Milieu des eighties, à une époque où le rap n’a pas encore pignon sur rue, la boutique TICARET surgit à proximité de Stalingrad (Paris) comme un improbable laboratoire. Aux commandes : un duo qui n’a rien demandé à personne mais va tout déclencher. D’un côté, Françoise Hautot, passée par les cabines d’essayage de Saint Laurent et passionnée de mode ; de l’autre, Dan Fourneuf, gamin de banlieue fan de rollers, habitué du Palace, spécialiste des livraisons… et de l’électricité. Ensemble, ils importent des fringues, des accessoires et des disques venus des États-Unis, avant d’installer un studio de fortune au sous-sol. Résultat : un minuscule local où l’on croise tour à tour NTM, Cut Killer, DJ Mehdi, Assassin, JoeyStarr, Mathieu Kassovitz, Doc Gynéco… et un certain Booba, venu faire un stage à 17 ans.
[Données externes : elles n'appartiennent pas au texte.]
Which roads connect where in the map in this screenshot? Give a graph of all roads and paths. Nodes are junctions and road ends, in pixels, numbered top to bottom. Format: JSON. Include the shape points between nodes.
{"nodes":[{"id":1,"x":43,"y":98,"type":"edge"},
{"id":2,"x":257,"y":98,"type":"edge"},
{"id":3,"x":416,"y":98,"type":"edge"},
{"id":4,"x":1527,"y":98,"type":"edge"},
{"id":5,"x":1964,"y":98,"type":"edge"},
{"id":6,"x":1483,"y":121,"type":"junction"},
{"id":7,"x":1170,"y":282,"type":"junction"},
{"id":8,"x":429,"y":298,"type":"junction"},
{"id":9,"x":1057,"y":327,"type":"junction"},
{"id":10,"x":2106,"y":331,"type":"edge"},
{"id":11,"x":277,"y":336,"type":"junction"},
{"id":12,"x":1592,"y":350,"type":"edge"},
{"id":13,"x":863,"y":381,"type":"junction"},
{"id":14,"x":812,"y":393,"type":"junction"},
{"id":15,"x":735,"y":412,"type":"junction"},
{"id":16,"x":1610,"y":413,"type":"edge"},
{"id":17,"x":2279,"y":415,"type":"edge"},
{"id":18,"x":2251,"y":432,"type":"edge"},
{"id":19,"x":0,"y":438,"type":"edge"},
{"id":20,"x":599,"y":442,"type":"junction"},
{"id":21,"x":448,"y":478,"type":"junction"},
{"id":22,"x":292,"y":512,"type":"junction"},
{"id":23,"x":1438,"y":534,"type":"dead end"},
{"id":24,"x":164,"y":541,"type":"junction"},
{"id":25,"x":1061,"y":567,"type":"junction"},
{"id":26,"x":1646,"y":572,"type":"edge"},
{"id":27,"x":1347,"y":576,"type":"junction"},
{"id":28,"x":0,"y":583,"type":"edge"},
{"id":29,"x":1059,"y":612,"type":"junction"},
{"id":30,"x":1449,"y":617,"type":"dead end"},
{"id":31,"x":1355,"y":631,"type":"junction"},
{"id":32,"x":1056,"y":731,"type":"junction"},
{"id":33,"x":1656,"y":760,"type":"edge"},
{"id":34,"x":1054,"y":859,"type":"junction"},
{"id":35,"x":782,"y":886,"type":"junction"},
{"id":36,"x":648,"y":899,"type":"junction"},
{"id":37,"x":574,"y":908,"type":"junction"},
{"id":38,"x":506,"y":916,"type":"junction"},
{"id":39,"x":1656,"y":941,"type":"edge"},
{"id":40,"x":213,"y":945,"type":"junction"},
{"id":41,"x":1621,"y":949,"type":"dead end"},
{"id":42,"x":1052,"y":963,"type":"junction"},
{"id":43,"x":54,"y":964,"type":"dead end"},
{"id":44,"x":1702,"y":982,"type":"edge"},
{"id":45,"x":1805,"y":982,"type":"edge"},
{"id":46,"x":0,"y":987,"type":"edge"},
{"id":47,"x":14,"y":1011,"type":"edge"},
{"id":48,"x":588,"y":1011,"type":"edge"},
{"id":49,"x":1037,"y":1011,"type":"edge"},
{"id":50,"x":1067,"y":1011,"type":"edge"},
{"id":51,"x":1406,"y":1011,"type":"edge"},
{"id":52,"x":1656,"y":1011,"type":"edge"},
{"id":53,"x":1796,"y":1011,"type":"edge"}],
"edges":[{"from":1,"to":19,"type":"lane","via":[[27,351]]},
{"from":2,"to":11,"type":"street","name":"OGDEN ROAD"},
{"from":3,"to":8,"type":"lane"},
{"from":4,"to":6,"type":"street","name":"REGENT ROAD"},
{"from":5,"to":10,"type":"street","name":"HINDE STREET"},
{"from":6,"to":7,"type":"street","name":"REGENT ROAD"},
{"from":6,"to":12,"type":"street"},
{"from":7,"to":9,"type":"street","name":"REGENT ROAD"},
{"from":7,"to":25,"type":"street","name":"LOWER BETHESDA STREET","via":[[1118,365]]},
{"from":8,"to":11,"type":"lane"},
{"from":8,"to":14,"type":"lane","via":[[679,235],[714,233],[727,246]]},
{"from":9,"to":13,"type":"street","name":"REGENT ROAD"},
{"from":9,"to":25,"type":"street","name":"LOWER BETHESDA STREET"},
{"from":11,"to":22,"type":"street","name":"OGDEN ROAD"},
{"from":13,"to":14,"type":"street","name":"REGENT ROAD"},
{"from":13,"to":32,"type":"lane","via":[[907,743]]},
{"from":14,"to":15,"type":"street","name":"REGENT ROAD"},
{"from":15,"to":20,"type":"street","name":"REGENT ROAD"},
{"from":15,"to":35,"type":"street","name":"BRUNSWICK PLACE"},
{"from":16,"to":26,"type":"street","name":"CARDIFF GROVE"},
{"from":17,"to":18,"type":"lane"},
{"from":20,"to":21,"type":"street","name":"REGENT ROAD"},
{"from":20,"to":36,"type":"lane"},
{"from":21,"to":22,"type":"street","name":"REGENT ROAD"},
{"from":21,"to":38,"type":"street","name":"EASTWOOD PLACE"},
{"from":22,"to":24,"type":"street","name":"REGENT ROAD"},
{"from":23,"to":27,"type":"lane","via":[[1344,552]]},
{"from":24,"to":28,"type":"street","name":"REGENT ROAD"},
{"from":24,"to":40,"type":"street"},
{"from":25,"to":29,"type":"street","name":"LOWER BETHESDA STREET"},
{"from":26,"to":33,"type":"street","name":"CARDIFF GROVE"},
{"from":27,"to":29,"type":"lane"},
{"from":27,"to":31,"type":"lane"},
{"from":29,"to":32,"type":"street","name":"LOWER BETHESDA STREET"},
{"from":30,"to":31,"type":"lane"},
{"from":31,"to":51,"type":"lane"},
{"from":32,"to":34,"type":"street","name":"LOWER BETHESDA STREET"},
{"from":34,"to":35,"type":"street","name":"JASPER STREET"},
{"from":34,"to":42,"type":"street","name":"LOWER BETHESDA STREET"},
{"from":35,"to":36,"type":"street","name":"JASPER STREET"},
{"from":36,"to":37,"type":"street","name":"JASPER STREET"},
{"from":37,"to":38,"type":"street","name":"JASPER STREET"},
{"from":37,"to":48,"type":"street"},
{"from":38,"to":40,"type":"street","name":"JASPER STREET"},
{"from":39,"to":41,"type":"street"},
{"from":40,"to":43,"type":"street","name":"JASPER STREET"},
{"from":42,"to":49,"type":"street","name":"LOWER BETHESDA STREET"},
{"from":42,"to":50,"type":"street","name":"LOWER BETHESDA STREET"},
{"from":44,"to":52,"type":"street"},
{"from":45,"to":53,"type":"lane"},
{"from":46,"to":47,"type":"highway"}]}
« Je suis un des enfants de Ticaret, je sais pas si les gens se rendent compte de ce que cela a pu apporter à l’époque », rappelle le rappeur dans le premier épisode. Quant à Oxmo Puccino, il résume l’endroit en une phrase : « C’était une espèce de portail interdimensionnel dans lequel tu te retrouvais à New-York, à Londres et même dans un Paris du futur ».

Un ovni audiovisuel pour raconter la naissance d’un mythe
Avec TICARET, CANAL+ ressuscite ce lieu disparu dans un docu-fiction en deux volets, au montage psychédélique et à la bande-son de l’époque, fusion brute entre rap, rock et early hip-hop. Pour porter cette épopée, le réalisateur J.O.E. l’Extraterrestre a fait appel à Reda Kateb, choisi « pour son talent de conteur » et une voix taillée pour murmurer l’histoire d’un monde en construction.
Car Ticaret, comme on le comprend rapidement en dévorant les deux épisodes d'une heure chacun, ce n’était pas seulement un magasin. C’était un sas vers une culture qui déboulait sans prévenir. « On était là pour l’accouchement du hip-hop », confie Françoise Hautot. Une phrase qui dit tout : dans cette arrière-boutique de Stalingrad, la France découvrira une identité musicale neuve, rugueuse démocratisant "l'extravagance accessible".
CANAL+ en fait aujourd’hui un récit total, mélangeant archives rares, fiction stylisée et animations, pour rappeler comment un commerce de quartier a déclenché l’une des plus grandes révolutions culturelles contemporaines. Une histoire méconnue, mais absolument fondatrice des courants actuels menés par d'anciens clients qui ont depuis largement fait carrière.